Once you have read the records, write them out again exactly.

*** Opening DATASET EXTRACT ***

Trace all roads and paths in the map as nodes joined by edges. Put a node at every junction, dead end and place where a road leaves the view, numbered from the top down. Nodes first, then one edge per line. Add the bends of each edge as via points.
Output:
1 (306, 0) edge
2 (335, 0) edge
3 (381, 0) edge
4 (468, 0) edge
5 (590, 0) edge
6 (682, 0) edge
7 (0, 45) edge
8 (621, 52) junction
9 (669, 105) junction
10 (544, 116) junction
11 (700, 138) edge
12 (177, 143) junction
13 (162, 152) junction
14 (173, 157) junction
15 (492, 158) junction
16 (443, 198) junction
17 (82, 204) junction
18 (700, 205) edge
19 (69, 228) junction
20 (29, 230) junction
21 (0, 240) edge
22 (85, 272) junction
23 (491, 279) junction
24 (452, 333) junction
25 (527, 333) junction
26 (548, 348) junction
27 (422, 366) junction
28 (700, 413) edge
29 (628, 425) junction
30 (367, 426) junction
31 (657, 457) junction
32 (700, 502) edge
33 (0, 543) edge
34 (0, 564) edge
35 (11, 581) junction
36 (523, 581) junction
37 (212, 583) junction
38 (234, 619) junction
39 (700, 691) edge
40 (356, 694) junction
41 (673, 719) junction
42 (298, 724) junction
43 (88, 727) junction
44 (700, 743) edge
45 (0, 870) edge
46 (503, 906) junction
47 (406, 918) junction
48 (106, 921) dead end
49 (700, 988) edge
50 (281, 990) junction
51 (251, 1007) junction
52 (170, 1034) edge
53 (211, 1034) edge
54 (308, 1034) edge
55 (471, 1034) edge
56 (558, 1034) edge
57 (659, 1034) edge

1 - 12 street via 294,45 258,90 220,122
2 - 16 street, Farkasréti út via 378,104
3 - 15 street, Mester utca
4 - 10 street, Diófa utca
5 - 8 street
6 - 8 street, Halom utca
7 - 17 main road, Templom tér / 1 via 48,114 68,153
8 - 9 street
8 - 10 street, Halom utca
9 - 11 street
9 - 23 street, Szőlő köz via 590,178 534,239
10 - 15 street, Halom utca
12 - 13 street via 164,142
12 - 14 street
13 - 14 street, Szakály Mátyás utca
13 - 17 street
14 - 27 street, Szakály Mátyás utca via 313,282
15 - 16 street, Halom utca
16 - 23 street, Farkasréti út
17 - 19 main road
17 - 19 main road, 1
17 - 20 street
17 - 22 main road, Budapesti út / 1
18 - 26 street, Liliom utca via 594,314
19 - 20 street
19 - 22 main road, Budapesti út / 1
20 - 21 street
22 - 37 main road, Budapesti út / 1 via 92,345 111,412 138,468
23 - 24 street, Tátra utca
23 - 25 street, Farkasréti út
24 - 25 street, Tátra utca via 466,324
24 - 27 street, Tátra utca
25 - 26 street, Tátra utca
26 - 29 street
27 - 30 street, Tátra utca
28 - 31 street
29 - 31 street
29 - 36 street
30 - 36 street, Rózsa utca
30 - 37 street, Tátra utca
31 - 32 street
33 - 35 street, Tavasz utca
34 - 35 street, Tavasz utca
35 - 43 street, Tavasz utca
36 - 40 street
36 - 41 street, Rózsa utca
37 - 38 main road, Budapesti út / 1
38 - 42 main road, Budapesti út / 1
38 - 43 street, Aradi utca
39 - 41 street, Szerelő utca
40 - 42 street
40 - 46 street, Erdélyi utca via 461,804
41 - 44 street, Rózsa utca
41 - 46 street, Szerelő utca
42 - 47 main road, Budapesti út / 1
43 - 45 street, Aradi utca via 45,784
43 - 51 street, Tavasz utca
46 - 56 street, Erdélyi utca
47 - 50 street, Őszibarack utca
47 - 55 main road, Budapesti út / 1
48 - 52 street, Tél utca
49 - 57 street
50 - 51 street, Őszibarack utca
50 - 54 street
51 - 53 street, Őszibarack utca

*** Closing DATASET EXTRACT ***

EXPECTED ANSWER:
Trace all roads and paths in the map as nodes joined by edges. Put a node at every junction, dead end and place where a road leaves the view, numbered from the top down. Nodes first, then one edge per line. Add the bends of each edge as via points.
Output:
1 (306, 0) edge
2 (335, 0) edge
3 (381, 0) edge
4 (468, 0) edge
5 (590, 0) edge
6 (682, 0) edge
7 (0, 45) edge
8 (621, 52) junction
9 (669, 105) junction
10 (544, 116) junction
11 (700, 138) edge
12 (177, 143) junction
13 (162, 152) junction
14 (173, 157) junction
15 (492, 158) junction
16 (443, 198) junction
17 (82, 204) junction
18 (700, 205) edge
19 (69, 228) junction
20 (29, 230) junction
21 (0, 240) edge
22 (85, 272) junction
23 (491, 279) junction
24 (452, 333) junction
25 (527, 333) junction
26 (548, 348) junction
27 (422, 366) junction
28 (700, 413) edge
29 (628, 425) junction
30 (367, 426) junction
31 (657, 457) junction
32 (700, 502) edge
33 (0, 543) edge
34 (0, 564) edge
35 (11, 581) junction
36 (523, 581) junction
37 (212, 583) junction
38 (234, 619) junction
39 (700, 691) edge
40 (356, 694) junction
41 (673, 719) junction
42 (298, 724) junction
43 (88, 727) junction
44 (700, 743) edge
45 (0, 870) edge
46 (503, 906) junction
47 (406, 918) junction
48 (106, 921) dead end
49 (700, 988) edge
50 (281, 990) junction
51 (251, 1007) junction
52 (170, 1034) edge
53 (211, 1034) edge
54 (308, 1034) edge
55 (471, 1034) edge
56 (558, 1034) edge
57 (659, 1034) edge

1 - 12 street via 294,45 258,90 220,122
2 - 16 street, Farkasréti út via 378,104
3 - 15 street, Mester utca
4 - 10 street, Diófa utca
5 - 8 street
6 - 8 street, Halom utca
7 - 17 main road, Templom tér / 1 via 48,114 68,153
8 - 9 street
8 - 10 street, Halom utca
9 - 11 street
9 - 23 street, Szőlő köz via 590,178 534,239
10 - 15 street, Halom utca
12 - 13 street via 164,142
12 - 14 street
13 - 14 street, Szakály Mátyás utca
13 - 17 street
14 - 27 street, Szakály Mátyás utca via 313,282
15 - 16 street, Halom utca
16 - 23 street, Farkasréti út
17 - 19 main road
17 - 19 main road, 1
17 - 20 street
17 - 22 main road, Budapesti út / 1
18 - 26 street, Liliom utca via 594,314
19 - 20 street
19 - 22 main road, Budapesti út / 1
20 - 21 street
22 - 37 main road, Budapesti út / 1 via 92,345 111,412 138,468
23 - 24 street, Tátra utca
23 - 25 street, Farkasréti út
24 - 25 street, Tátra utca via 466,324
24 - 27 street, Tátra utca
25 - 26 street, Tátra utca
26 - 29 street
27 - 30 street, Tátra utca
28 - 31 street
29 - 31 street
29 - 36 street
30 - 36 street, Rózsa utca
30 - 37 street, Tátra utca
31 - 32 street
33 - 35 street, Tavasz utca
34 - 35 street, Tavasz utca
35 - 43 street, Tavasz utca
36 - 40 street
36 - 41 street, Rózsa utca
37 - 38 main road, Budapesti út / 1
38 - 42 main road, Budapesti út / 1
38 - 43 street, Aradi utca
39 - 41 street, Szerelő utca
40 - 42 street
40 - 46 street, Erdélyi utca via 461,804
41 - 44 street, Rózsa utca
41 - 46 street, Szerelő utca
42 - 47 main road, Budapesti út / 1
43 - 45 street, Aradi utca via 45,784
43 - 51 street, Tavasz utca
46 - 56 street, Erdélyi utca
47 - 50 street, Őszibarack utca
47 - 55 main road, Budapesti út / 1
48 - 52 street, Tél utca
49 - 57 street
50 - 51 street, Őszibarack utca
50 - 54 street
51 - 53 street, Őszibarack utca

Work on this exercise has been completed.